Now my problem is with the CUIT project as part of the products solution a local test run finds and runs my CUIT tests, and this is undesired. I only want to run the CUIT tests in a lab builds test phase.
So is putting the CUIT project into the product solution a bad idea? or should it be a separate solution? Splitting them seems wrong somehow as they are related; the CUIT project is the full stack integration test for the solution's deployable application.
Can I include the CUIT in the products solution and stop the test runner seeing the tests? or is it better just to have two solutions?
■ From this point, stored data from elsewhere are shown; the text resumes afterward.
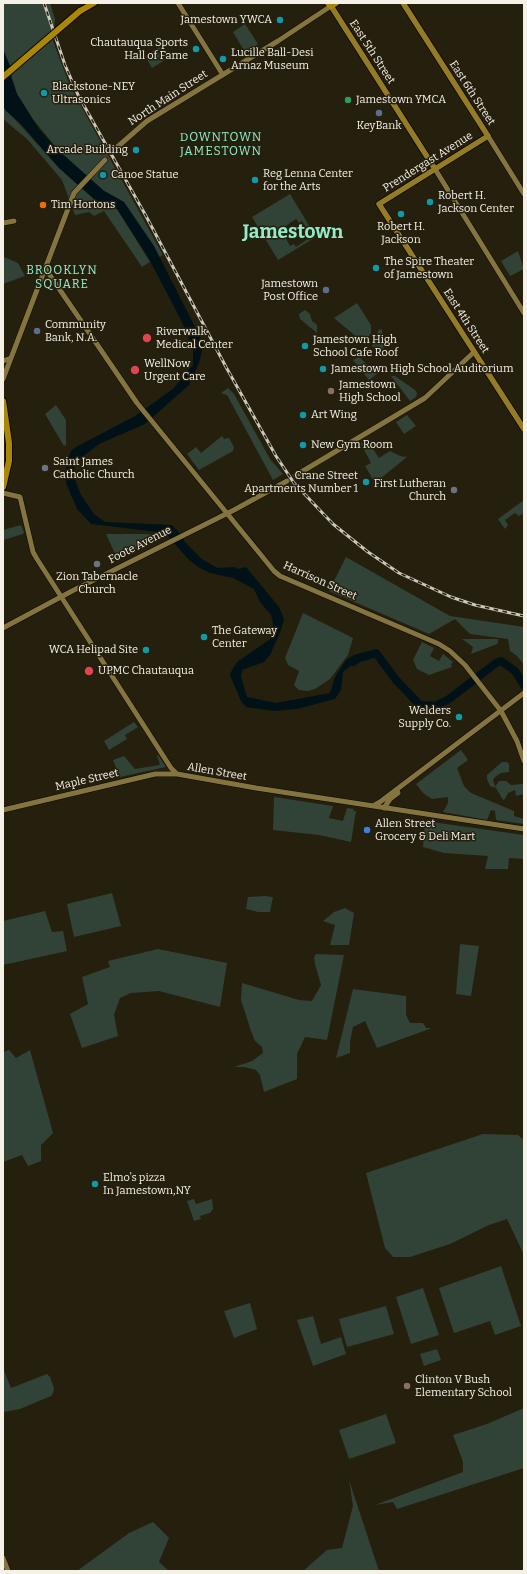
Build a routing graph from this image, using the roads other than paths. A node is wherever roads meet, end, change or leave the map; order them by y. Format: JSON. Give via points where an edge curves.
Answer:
{"nodes":[{"id":1,"x":94,"y":3,"type":"edge"},
{"id":2,"x":178,"y":3,"type":"edge"},
{"id":3,"x":403,"y":3,"type":"edge"},
{"id":4,"x":332,"y":4,"type":"edge"},
{"id":5,"x":224,"y":74,"type":"junction"},
{"id":6,"x":3,"y":77,"type":"edge"},
{"id":7,"x":488,"y":136,"type":"junction"},
{"id":8,"x":115,"y":149,"type":"tunnel mouth"},
{"id":9,"x":105,"y":160,"type":"tunnel mouth"},
{"id":10,"x":435,"y":169,"type":"junction"},
{"id":11,"x":524,"y":194,"type":"edge"},
{"id":12,"x":380,"y":204,"type":"joint"},
{"id":13,"x":14,"y":221,"type":"dead end"},
{"id":14,"x":3,"y":223,"type":"edge"},
{"id":15,"x":46,"y":268,"type":"junction"},
{"id":16,"x":524,"y":312,"type":"edge"},
{"id":17,"x":474,"y":352,"type":"junction"},
{"id":18,"x":11,"y":358,"type":"junction"},
{"id":19,"x":3,"y":361,"type":"edge"},
{"id":20,"x":3,"y":379,"type":"edge"},
{"id":21,"x":3,"y":401,"type":"edge"},
{"id":22,"x":524,"y":429,"type":"edge"},
{"id":23,"x":298,"y":474,"type":"tunnel mouth"},
{"id":24,"x":287,"y":481,"type":"tunnel mouth"},
{"id":25,"x":3,"y":487,"type":"edge"},
{"id":26,"x":3,"y":493,"type":"edge"},
{"id":27,"x":228,"y":513,"type":"junction"},
{"id":28,"x":61,"y":597,"type":"junction"},
{"id":29,"x":3,"y":628,"type":"edge"},
{"id":30,"x":524,"y":693,"type":"edge"},
{"id":31,"x":501,"y":711,"type":"junction"},
{"id":32,"x":524,"y":762,"type":"edge"},
{"id":33,"x":177,"y":774,"type":"junction"},
{"id":34,"x":397,"y":789,"type":"junction"},
{"id":35,"x":385,"y":799,"type":"junction"},
{"id":36,"x":373,"y":806,"type":"junction"},
{"id":37,"x":384,"y":808,"type":"junction"},
{"id":38,"x":3,"y":810,"type":"edge"},
{"id":39,"x":524,"y":829,"type":"edge"},
{"id":40,"x":3,"y":1558,"type":"edge"},
{"id":41,"x":8,"y":1571,"type":"edge"}],
"edges":[{"from":1,"to":6,"type":"highway","bridge":true,"via":[[80,11]]},
{"from":2,"to":5,"type":"street"},
{"from":3,"to":7,"type":"main road","name":"East 6th Street"},
{"from":4,"to":5,"type":"street","name":"North Main Street"},
{"from":4,"to":10,"type":"main road","name":"East 5th Street"},
{"from":5,"to":8,"type":"street","name":"North Main Street","via":[[148,121]]},
{"from":7,"to":10,"type":"main road","name":"Prendergast Avenue"},
{"from":7,"to":11,"type":"street","name":"East 6th Street"},
{"from":9,"to":15,"type":"street","via":[[74,193]]},
{"from":10,"to":12,"type":"main road","name":"Prendergast Avenue"},
{"from":10,"to":16,"type":"street","name":"East 5th Street"},
{"from":12,"to":17,"type":"main road","name":"East 4th Street"},
{"from":13,"to":14,"type":"street"},
{"from":15,"to":18,"type":"street"},
{"from":15,"to":27,"type":"street","name":"Harrison Street","via":[[142,409]]},
{"from":17,"to":22,"type":"main road","name":"East 4th Street"},
{"from":17,"to":23,"type":"street","via":[[425,398]]},
{"from":18,"to":19,"type":"street"},
{"from":18,"to":20,"type":"street"},
{"from":21,"to":25,"type":"highway","via":[[9,461]]},
{"from":24,"to":27,"type":"street","name":"Foote Avenue"},
{"from":26,"to":28,"type":"street","name":"Allen Street","via":[[20,497],[33,552]]},
{"from":27,"to":28,"type":"street","name":"Foote Avenue"},
{"from":27,"to":31,"type":"street","name":"Harrison Street","via":[[280,576],[439,644],[465,665]]},
{"from":28,"to":29,"type":"street","name":"Foote Avenue"},
{"from":28,"to":33,"type":"street","name":"Allen Street"},
{"from":30,"to":31,"type":"street"},
{"from":31,"to":32,"type":"street","via":[[518,742]]},
{"from":31,"to":34,"type":"street"},
{"from":33,"to":36,"type":"street","name":"Allen Street"},
{"from":33,"to":38,"type":"street","name":"Maple Street","via":[[155,774]]},
{"from":34,"to":35,"type":"street"},
{"from":34,"to":37,"type":"street","via":[[398,792]]},
{"from":35,"to":36,"type":"street"},
{"from":35,"to":37,"type":"street"},
{"from":36,"to":37,"type":"street","name":"Allen Street"},
{"from":37,"to":39,"type":"street","name":"Allen Street"},
{"from":40,"to":41,"type":"street"}]}
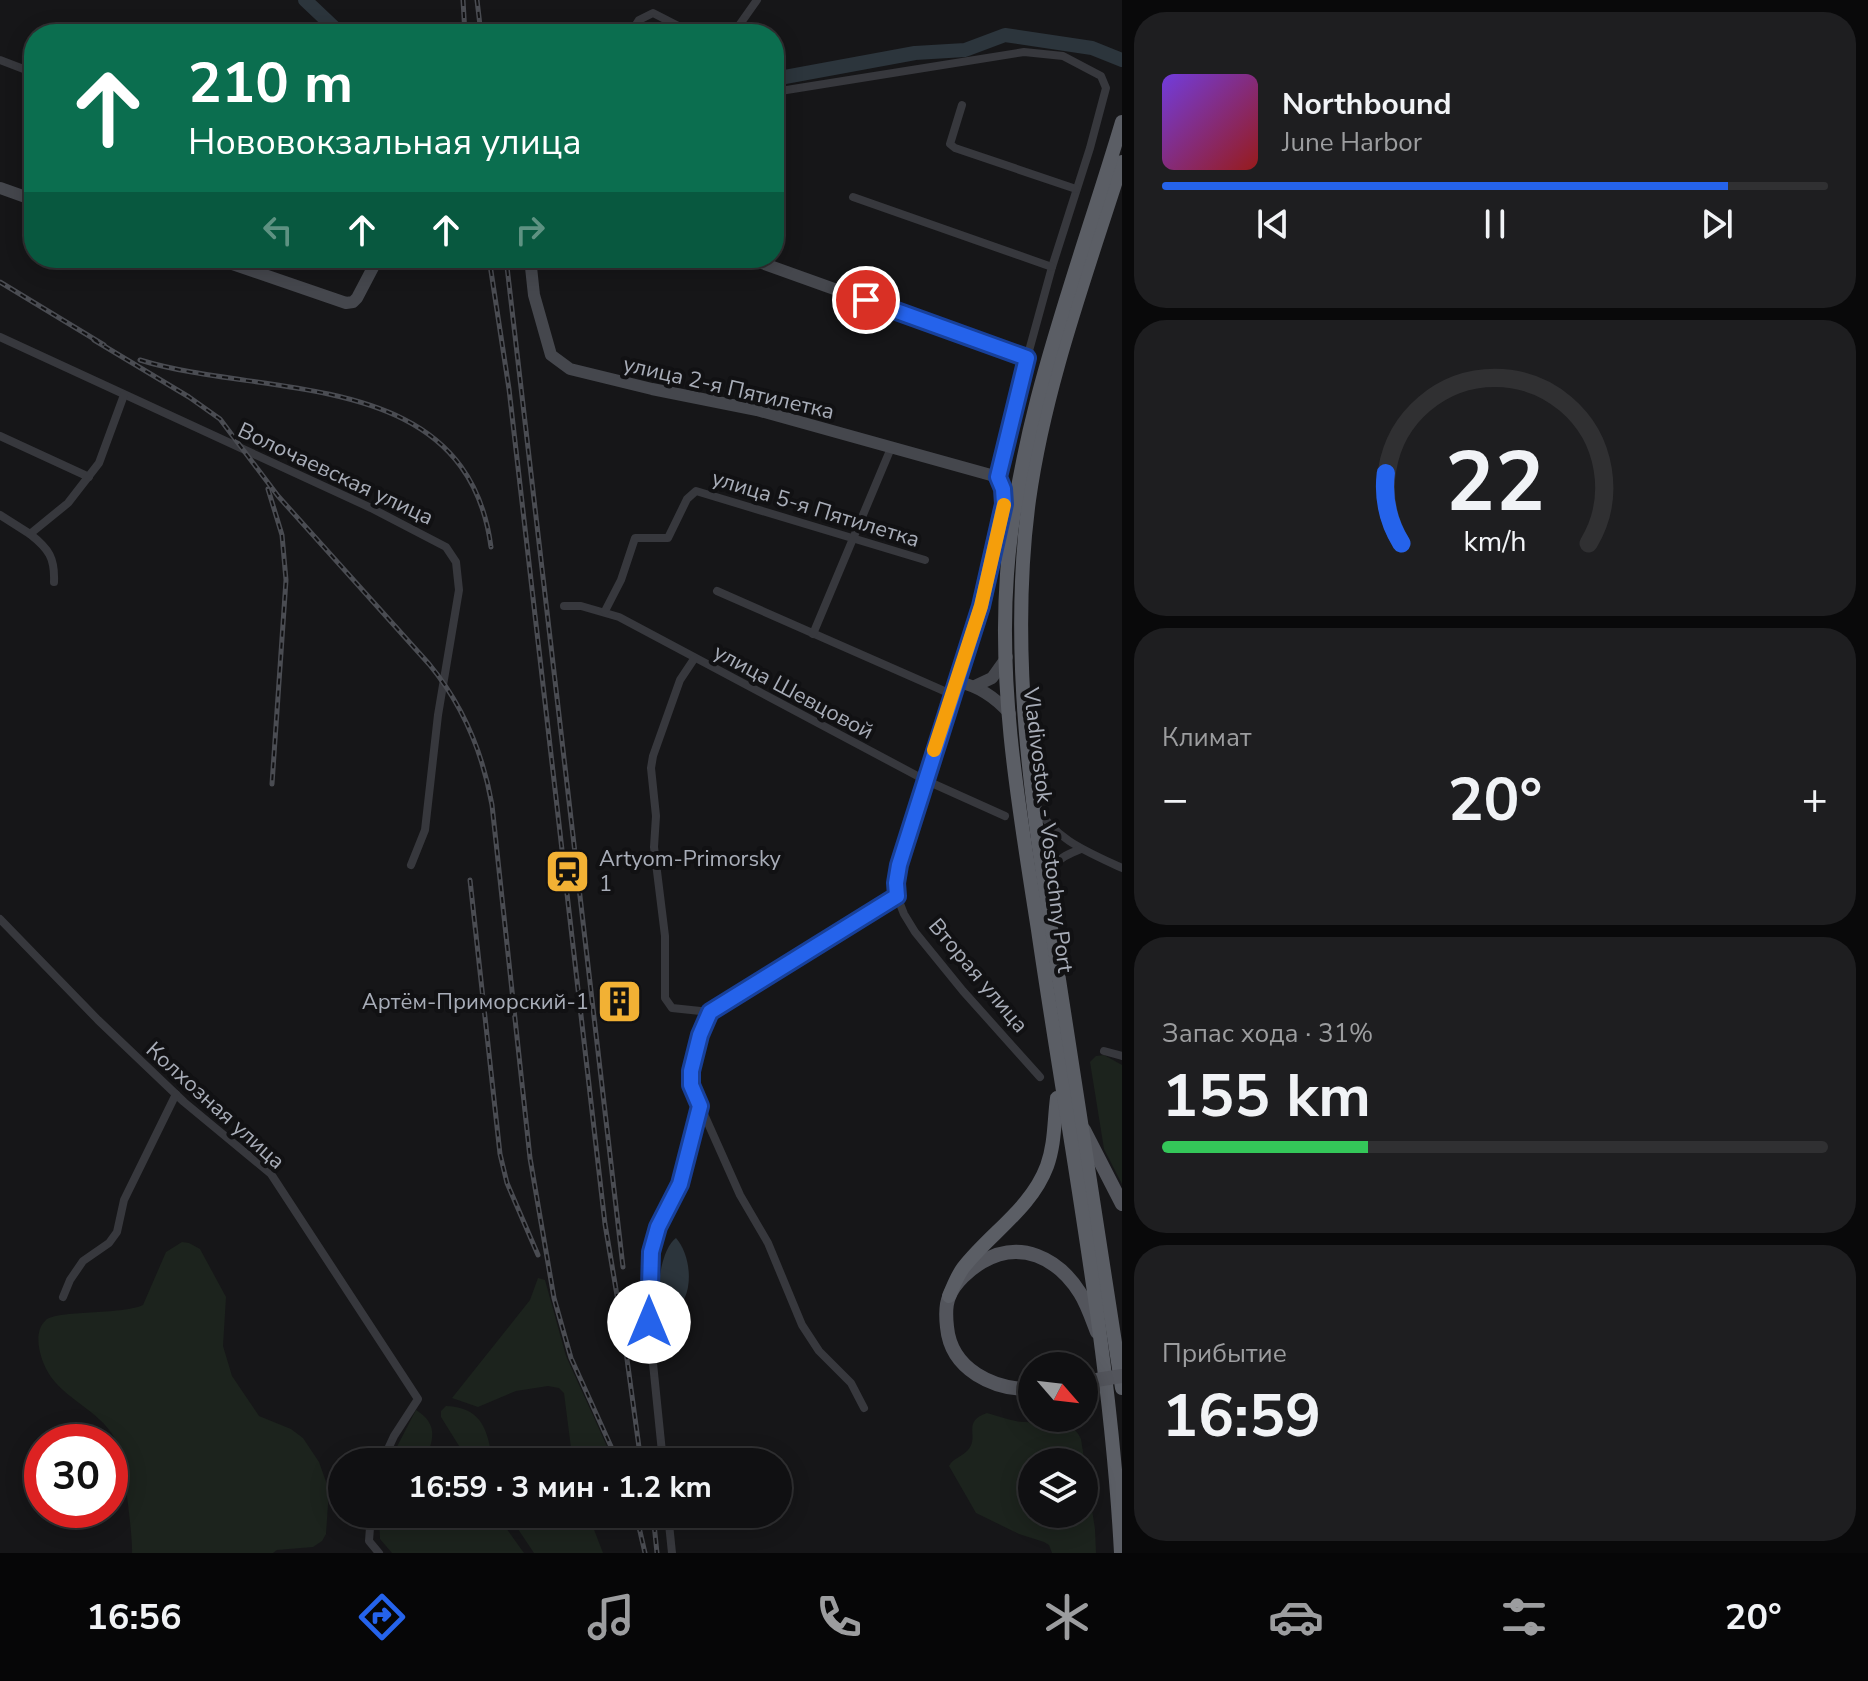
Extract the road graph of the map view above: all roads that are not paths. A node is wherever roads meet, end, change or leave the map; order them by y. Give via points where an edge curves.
1 (757, 0) edge
2 (636, 24) edge
3 (674, 24) edge
4 (740, 24) edge
5 (0, 60) edge
6 (24, 69) edge
7 (784, 90) edge
8 (962, 105) dead end
9 (1122, 122) edge
10 (1122, 162) edge
11 (0, 188) edge
12 (1076, 189) junction
13 (24, 196) edge
14 (853, 197) dead end
15 (1052, 267) junction
16 (244, 268) edge
17 (373, 268) edge
18 (531, 268) edge
19 (776, 268) edge
20 (0, 337) edge
21 (1027, 358) junction
22 (124, 395) junction
23 (0, 436) edge
24 (891, 448) junction
25 (89, 477) junction
26 (998, 477) junction
27 (0, 515) edge
28 (30, 534) junction
29 (854, 539) junction
30 (925, 560) dead end
31 (54, 582) dead end
32 (717, 591) dead end
33 (564, 606) dead end
34 (605, 611) junction
35 (813, 634) junction
36 (1007, 657) junction
37 (694, 659) junction
38 (956, 681) junction
39 (975, 686) junction
40 (951, 694) junction
41 (1010, 714) junction
42 (925, 780) junction
43 (1033, 798) junction
44 (1005, 816) dead end
45 (1081, 849) junction
46 (411, 865) dead end
47 (1122, 868) edge
48 (897, 896) junction
49 (0, 919) edge
50 (1050, 920) junction
51 (710, 1012) junction
52 (1104, 1051) dead end
53 (1122, 1056) edge
54 (1040, 1077) dead end
55 (1060, 1078) junction
56 (176, 1094) junction
57 (700, 1106) junction
58 (1082, 1124) junction
59 (1122, 1204) edge
60 (949, 1296) junction
61 (63, 1297) dead end
62 (1099, 1336) junction
63 (1122, 1376) edge
64 (1098, 1380) edge
65 (1122, 1388) edge
66 (1018, 1389) edge
67 (864, 1408) dead end
68 (389, 1448) edge
69 (662, 1448) edge
70 (370, 1528) edge
71 (669, 1528) edge
72 (379, 1553) edge
73 (672, 1553) edge
74 (1121, 1553) edge

1 - 4 street
2 - 3 street via 653,13
5 - 6 street
7 - 12 street via 1024,52 1063,56 1101,76 1106,88
8 - 12 street via 950,136 955,148
9 - 36 highway, Vladivostok - Vostochny Port via 1044,372 1012,528 1006,576
10 - 43 highway, Vladivostok - Vostochny Port via 1054,379 1029,501 1019,619
11 - 13 main road
12 - 15 street
14 - 15 street
15 - 21 street
16 - 17 main road via 346,303 357,298
18 - 24 main road, улица 2-я Пятилетка via 551,355 570,369 757,410
19 - 21 main road
20 - 22 street, Волочаевская улица
21 - 26 main road
22 - 25 street
22 - 46 street, Волочаевская улица via 441,543 456,562 459,590 425,830
23 - 25 street
24 - 26 main road, улица 2-я Пятилетка
24 - 29 street
25 - 28 street via 68,503
26 - 38 main road via 1004,504
27 - 28 street
28 - 31 street via 50,551
29 - 30 street, улица 5-я Пятилетка
29 - 34 street, улица 5-я Пятилетка via 696,491 668,538 635,538
29 - 35 street
32 - 35 street
33 - 34 street, улица Шевцовой
34 - 37 street, улица Шевцовой
35 - 40 street
36 - 39 main road via 992,678
36 - 41 highway, Vladivostok - Vostochny Port
37 - 42 street, улица Шевцовой
37 - 51 street via 680,680 651,768 654,847 664,912 665,998 672,1008
38 - 39 main road
38 - 40 street
39 - 41 main road via 994,696
40 - 42 street
41 - 55 highway, Vladivostok - Vostochny Port
42 - 44 street, улица Шевцовой
42 - 48 street via 899,865
43 - 45 street via 1044,820
43 - 50 highway, Vladivostok - Vostochny Port
45 - 47 street
45 - 50 street via 1062,856 1054,866
48 - 51 street
48 - 54 street, Вторая улица via 925,944
49 - 56 street, Колхозная улица
50 - 58 highway, Vladivostok - Vostochny Port
51 - 57 street via 691,1071
52 - 53 street
55 - 60 highway via 1047,1167 1016,1215 962,1270
55 - 62 highway, Vladivostok - Vostochny Port
56 - 61 street via 130,1188 114,1238 83,1261
56 - 68 street, Колхозная улица via 271,1174 418,1399
57 - 67 street via 802,1325 851,1383
57 - 69 street via 680,1184 651,1252 647,1304
58 - 59 main road
58 - 65 highway, Vladivostok - Vostochny Port
60 - 62 main road via 966,1273 989,1258 1024,1251 1061,1269 1081,1294
60 - 66 main road via 948,1334 961,1361 984,1380
62 - 74 highway, Vladivostok - Vostochny Port
63 - 64 main road, bridge
70 - 72 street via 369,1541
71 - 73 street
What are the pros and cons folks?
Update
In the end we created a new solution containing a coded UI test project and ensured this was built with the same TFS build that built the UI solution. This allows us to load and run the coded UI tests locally without issues, the unit tests in the main UI project are left unmolested. Still seems a little disjointed but on a multiple person team per user test settings were too awkward splitting the coded UI into a different solution was simpler.
What I did was make one Solution and made a CUIT project within, I then made multiple Coded UI test's within that. This is good because using an orderedTest you can run them together and they also share a UIMap which helps too.
I also have/had this problem, because we are at the beginning of using CUIT. For now the CUIT remains in product solution. We do this because the tests should remain in memory of developers. When tests stay in on solution I'm afraid they get lost in oblivion. But indeed there is sometimes a bad feeling that the CUIT pollute the products solution, so i guess they will get their own solution after some time pass and the test become established.
Edit: If you use different Versions of Visual Studio you have to consider that for example a VS Prof. can’t build a solution with Code UI Tests. This means in “multi VS-version environments” you have to separate Coded UI Tests from “real” code.